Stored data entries

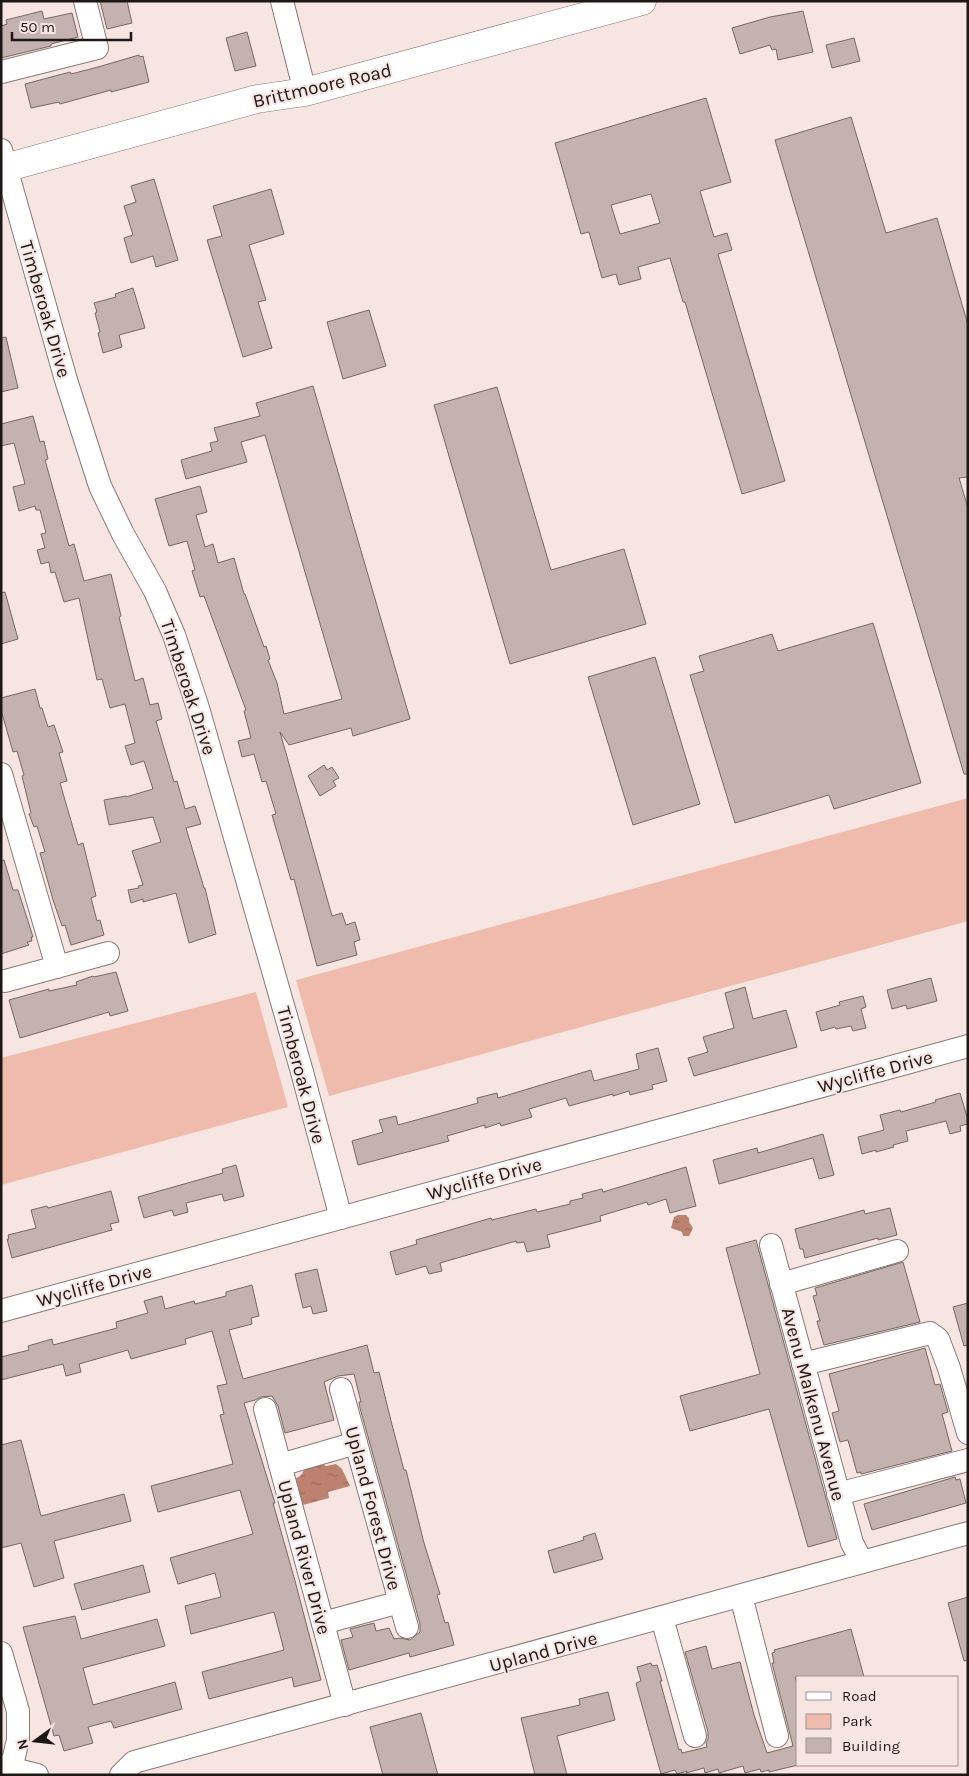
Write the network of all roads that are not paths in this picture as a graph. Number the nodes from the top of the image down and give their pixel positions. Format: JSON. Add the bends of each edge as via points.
{"nodes":[{"id":1,"x":85,"y":1,"type":"edge"},
{"id":2,"x":282,"y":1,"type":"edge"},
{"id":3,"x":642,"y":1,"type":"edge"},
{"id":4,"x":1,"y":72,"type":"edge"},
{"id":5,"x":306,"y":92,"type":"junction"},
{"id":6,"x":3,"y":162,"type":"edge"},
{"id":7,"x":1,"y":774,"type":"edge"},
{"id":8,"x":108,"y":953,"type":"dead end"},
{"id":9,"x":57,"y":967,"type":"junction"},
{"id":10,"x":5,"y":981,"type":"dead end"},
{"id":11,"x":968,"y":1046,"type":"edge"},
{"id":12,"x":341,"y":1218,"type":"junction"},
{"id":13,"x":771,"y":1245,"type":"dead end"},
{"id":14,"x":897,"y":1251,"type":"dead end"},
{"id":15,"x":781,"y":1284,"type":"junction"},
{"id":16,"x":1,"y":1311,"type":"edge"},
{"id":17,"x":803,"y":1364,"type":"junction"},
{"id":18,"x":958,"y":1366,"type":"edge"},
{"id":19,"x":341,"y":1389,"type":"dead end"},
{"id":20,"x":265,"y":1409,"type":"dead end"},
{"id":21,"x":968,"y":1434,"type":"edge"},
{"id":22,"x":356,"y":1443,"type":"junction"},
{"id":23,"x":968,"y":1460,"type":"edge"},
{"id":24,"x":280,"y":1465,"type":"junction"},
{"id":25,"x":838,"y":1494,"type":"junction"},
{"id":26,"x":968,"y":1533,"type":"edge"},
{"id":27,"x":862,"y":1562,"type":"junction"},
{"id":28,"x":741,"y":1596,"type":"junction"},
{"id":29,"x":400,"y":1602,"type":"junction"},
{"id":30,"x":662,"y":1618,"type":"junction"},
{"id":31,"x":323,"y":1623,"type":"junction"},
{"id":32,"x":407,"y":1628,"type":"dead end"},
{"id":33,"x":1,"y":1653,"type":"edge"},
{"id":34,"x":345,"y":1705,"type":"junction"},
{"id":35,"x":695,"y":1736,"type":"dead end"},
{"id":36,"x":777,"y":1736,"type":"dead end"},
{"id":37,"x":6,"y":1768,"type":"edge"},
{"id":38,"x":37,"y":1775,"type":"edge"},
{"id":39,"x":122,"y":1775,"type":"edge"}],
"edges":[{"from":1,"to":4,"type":"street","via":[[97,48]]},
{"from":2,"to":5,"type":"street"},
{"from":3,"to":5,"type":"main road","name":"Brittmoore Road"},
{"from":5,"to":6,"type":"main road","name":"Brittmoore Road","via":[[257,99]]},
{"from":6,"to":12,"type":"street","name":"Timberoak Drive","via":[[100,486],[155,591],[174,635],[198,708]]},
{"from":7,"to":9,"type":"street"},
{"from":8,"to":9,"type":"street"},
{"from":9,"to":10,"type":"street"},
{"from":11,"to":12,"type":"street","name":"Wycliffe Drive"},
{"from":12,"to":16,"type":"street","name":"Wycliffe Drive"},
{"from":13,"to":15,"type":"street","name":"Avenu Malkenu Avenue"},
{"from":14,"to":15,"type":"street"},
{"from":15,"to":17,"type":"street","name":"Avenu Malkenu Avenue"},
{"from":17,"to":18,"type":"street","via":[[930,1333]]},
{"from":17,"to":25,"type":"street","name":"Avenu Malkenu Avenue"},
{"from":18,"to":21,"type":"street"},
{"from":19,"to":22,"type":"street","name":"Upland Forest Drive"},
{"from":20,"to":24,"type":"street","name":"Upland River Drive"},
{"from":22,"to":24,"type":"street"},
{"from":22,"to":29,"type":"street","name":"Upland Forest Drive"},
{"from":23,"to":25,"type":"street"},
{"from":24,"to":31,"type":"street","name":"Upland River Drive"},
{"from":25,"to":27,"type":"street","name":"Avenu Malkenu Avenue","via":[[852,1543]]},
{"from":26,"to":27,"type":"street","name":"Upland Drive"},
{"from":27,"to":28,"type":"street","name":"Upland Drive"},
{"from":28,"to":30,"type":"street","name":"Upland Drive"},
{"from":28,"to":36,"type":"street"},
{"from":29,"to":31,"type":"street"},
{"from":29,"to":32,"type":"street","name":"Upland Forest Drive"},
{"from":30,"to":34,"type":"street","name":"Upland Drive"},
{"from":30,"to":35,"type":"street"},
{"from":31,"to":34,"type":"street","name":"Upland River Drive"},
{"from":33,"to":37,"type":"street","via":[[18,1711],[18,1740]]},
{"from":34,"to":39,"type":"street","name":"Upland Drive","via":[[134,1762]]},
{"from":37,"to":38,"type":"street"}]}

:: Aim of the exercise ::
All lines in the records above that contain "Forest" are to be reported.

:: Answer section ::
{"from":19,"to":22,"type":"street","name":"Upland Forest Drive"},
{"from":22,"to":29,"type":"street","name":"Upland Forest Drive"},
{"from":29,"to":32,"type":"street","name":"Upland Forest Drive"},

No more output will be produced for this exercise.